Pedestrian Expertise in Historical Perspective: The Science-Policy Nexus around Walking in Sweden and the UK

EP-2024-WK-04 

Project title: Pedestrian Expertise in Historical Perspective: The Science-Policy Nexus around Walking in Sweden and the UK
Main Applicant: Prof. Martin Emanuel
Affiliation: Division of Urban and Regional Studies, KTH Royal Institute of Technology, Stockholm, Sweden

Partners:

  • Dr. Daniel Normark, Docent, Researcher, Uppsala University, Centre for Science & Technology Studies, Dept. of Economic History
  • MSc. William Hilliard, Research assistant, Uppsala University, Centre for Science & Technology Studies, Dept. of Economic History
  • Prof. em. Colin Pooley, Lancaster University, CeMoRe – Centre for Mobilities Research

Abstract

Improved conditions to walk are currently high on policy and urban planning agendas, at least in the Global North. This is reflected in a growing and increasingly diversified scholarship that seeks to steer policy making towards more and safer walking. Yet the extent to which new knowledge about walking translates into policy and practice is unclear. This project situates what we here refer to as the sciencepolicy nexus around walking in historical perspective. Based on inventories ofresearch projects and stakeholders in policy making around walking in Sweden and the UK since the 1950s, as well as a few pointed in-depth studies of research groups and policy stakeholders, the project seeks to uncover national research trajectories on walking and provide a first assessment of their co-production with urban transport policy, planning, and design. Hence, it takes a critical view of policy making around walking and its scientific underpinnings, and how they frame walking. The rationale of the project is that an understanding of how walking-oriented research, policy, and planning practice developed is important for identifying desirable future pathways.

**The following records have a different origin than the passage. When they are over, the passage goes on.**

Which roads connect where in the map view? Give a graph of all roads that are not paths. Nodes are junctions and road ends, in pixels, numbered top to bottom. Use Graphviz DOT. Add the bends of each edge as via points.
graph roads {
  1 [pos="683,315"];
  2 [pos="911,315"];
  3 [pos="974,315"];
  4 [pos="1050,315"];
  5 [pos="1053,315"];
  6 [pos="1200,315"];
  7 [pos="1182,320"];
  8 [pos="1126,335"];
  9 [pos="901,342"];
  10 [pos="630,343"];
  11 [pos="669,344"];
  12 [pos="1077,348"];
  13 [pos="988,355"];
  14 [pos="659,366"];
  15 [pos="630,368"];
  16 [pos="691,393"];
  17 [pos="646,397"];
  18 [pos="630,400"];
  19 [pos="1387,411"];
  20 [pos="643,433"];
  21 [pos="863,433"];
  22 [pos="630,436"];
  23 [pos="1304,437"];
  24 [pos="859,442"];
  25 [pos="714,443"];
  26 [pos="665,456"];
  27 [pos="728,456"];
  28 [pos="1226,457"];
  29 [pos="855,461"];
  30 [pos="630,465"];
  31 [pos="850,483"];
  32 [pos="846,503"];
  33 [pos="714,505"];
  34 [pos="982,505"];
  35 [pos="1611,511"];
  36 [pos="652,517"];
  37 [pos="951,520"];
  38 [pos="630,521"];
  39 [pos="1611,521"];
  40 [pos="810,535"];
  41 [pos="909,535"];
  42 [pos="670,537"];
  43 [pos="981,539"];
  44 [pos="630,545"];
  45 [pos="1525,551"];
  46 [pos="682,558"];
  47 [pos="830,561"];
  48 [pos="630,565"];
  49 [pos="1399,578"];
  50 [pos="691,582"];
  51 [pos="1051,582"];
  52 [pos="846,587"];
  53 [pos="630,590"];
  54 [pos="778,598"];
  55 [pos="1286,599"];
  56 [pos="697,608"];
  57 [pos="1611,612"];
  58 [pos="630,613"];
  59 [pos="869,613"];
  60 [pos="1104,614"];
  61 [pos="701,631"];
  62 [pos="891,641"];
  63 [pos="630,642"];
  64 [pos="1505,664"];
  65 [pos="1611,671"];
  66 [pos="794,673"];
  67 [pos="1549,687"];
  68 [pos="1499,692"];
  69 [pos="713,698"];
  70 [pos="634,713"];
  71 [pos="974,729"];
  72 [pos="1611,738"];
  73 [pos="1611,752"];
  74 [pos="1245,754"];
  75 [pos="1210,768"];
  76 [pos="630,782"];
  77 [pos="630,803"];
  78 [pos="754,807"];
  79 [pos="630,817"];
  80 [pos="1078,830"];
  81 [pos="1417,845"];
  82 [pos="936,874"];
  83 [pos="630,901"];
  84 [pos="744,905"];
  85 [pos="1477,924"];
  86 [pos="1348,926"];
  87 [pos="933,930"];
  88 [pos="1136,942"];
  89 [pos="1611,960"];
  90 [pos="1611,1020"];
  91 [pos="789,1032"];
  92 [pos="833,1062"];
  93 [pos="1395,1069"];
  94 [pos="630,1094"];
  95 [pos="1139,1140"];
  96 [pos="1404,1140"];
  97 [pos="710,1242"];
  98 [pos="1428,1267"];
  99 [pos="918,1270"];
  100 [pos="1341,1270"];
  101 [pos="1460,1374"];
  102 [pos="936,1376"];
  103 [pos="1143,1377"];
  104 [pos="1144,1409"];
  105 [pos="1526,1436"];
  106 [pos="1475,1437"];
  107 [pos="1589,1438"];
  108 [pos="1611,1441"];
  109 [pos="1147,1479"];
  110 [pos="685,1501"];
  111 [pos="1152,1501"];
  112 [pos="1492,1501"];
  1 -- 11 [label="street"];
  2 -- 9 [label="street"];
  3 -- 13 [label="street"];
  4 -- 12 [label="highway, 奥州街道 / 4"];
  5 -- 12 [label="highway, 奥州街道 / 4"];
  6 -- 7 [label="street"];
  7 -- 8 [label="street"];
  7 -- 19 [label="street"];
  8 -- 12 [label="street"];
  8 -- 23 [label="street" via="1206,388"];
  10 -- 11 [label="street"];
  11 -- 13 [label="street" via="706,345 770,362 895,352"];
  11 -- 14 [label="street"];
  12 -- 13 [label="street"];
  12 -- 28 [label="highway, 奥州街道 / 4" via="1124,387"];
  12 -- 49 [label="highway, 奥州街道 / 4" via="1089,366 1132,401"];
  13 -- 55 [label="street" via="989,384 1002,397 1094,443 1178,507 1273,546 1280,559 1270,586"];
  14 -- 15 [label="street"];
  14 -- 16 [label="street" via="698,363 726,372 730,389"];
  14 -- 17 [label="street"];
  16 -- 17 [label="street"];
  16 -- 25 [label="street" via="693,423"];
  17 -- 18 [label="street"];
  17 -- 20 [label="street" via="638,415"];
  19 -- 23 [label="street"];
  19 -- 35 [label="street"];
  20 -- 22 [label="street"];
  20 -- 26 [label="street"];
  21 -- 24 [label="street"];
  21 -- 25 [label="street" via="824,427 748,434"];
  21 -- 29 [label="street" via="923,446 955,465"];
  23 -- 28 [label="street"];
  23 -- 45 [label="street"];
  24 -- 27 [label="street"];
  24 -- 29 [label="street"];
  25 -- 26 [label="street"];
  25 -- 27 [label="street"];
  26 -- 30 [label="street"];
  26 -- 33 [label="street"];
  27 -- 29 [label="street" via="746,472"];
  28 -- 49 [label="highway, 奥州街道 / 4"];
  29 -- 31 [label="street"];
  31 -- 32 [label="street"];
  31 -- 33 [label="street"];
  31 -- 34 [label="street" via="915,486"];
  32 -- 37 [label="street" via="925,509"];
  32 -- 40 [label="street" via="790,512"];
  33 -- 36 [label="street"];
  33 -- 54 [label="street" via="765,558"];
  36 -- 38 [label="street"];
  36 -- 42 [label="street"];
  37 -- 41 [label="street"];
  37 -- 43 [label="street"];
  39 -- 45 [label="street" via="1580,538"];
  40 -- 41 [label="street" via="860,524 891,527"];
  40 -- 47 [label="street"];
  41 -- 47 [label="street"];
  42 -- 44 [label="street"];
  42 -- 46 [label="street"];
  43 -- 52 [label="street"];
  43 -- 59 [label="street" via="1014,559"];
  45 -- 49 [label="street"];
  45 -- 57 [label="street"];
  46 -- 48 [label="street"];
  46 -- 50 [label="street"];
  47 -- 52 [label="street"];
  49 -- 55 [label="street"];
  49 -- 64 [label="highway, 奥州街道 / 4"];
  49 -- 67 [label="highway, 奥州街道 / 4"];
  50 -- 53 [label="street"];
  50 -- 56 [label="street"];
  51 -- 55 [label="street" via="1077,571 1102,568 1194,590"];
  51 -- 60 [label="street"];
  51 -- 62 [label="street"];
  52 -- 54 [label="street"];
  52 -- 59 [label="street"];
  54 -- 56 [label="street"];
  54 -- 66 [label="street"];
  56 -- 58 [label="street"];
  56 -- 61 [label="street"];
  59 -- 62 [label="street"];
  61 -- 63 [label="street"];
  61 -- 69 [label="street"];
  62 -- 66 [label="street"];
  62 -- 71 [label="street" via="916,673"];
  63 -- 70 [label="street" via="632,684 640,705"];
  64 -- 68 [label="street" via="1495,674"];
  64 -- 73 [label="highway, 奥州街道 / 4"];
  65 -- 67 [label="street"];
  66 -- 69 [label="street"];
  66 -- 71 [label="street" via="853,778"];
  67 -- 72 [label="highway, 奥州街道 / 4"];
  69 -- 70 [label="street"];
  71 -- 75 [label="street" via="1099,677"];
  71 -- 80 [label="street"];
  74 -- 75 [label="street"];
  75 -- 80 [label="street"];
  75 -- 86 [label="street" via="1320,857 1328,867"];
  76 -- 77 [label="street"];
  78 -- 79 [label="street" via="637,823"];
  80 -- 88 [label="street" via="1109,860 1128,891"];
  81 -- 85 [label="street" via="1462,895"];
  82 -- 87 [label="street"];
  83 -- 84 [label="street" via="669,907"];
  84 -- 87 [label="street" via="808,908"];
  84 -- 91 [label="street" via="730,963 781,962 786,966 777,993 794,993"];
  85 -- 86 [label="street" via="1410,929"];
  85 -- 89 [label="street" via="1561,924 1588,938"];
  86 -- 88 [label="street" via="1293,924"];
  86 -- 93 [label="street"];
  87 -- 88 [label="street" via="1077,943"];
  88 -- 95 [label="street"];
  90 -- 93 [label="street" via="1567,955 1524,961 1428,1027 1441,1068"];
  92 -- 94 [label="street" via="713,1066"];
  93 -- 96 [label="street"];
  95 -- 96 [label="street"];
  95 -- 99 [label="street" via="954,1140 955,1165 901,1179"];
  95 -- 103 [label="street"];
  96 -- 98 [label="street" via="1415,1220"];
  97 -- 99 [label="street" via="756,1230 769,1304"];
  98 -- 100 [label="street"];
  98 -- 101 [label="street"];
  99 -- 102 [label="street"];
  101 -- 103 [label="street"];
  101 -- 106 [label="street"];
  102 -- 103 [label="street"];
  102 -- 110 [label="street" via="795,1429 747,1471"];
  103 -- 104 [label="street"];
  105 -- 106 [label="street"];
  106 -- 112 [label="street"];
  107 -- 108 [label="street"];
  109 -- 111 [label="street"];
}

This historical approach will outline emergent trajectories that might today appear as suitable to continue pursuing, or, alternatively, abandoning. In this way, the project seeks to nuance the debate regarding how walking is understood, framed and valued, and in that respect, specifically the role of scientific enterprise and its relationship to policy. Meanwhile, the combination of inventories and a selection of in-depth studies provides a basis for the later development of an efficient research strategy with a wider geographical scope, including also the transnational circulation of knowledge around walking.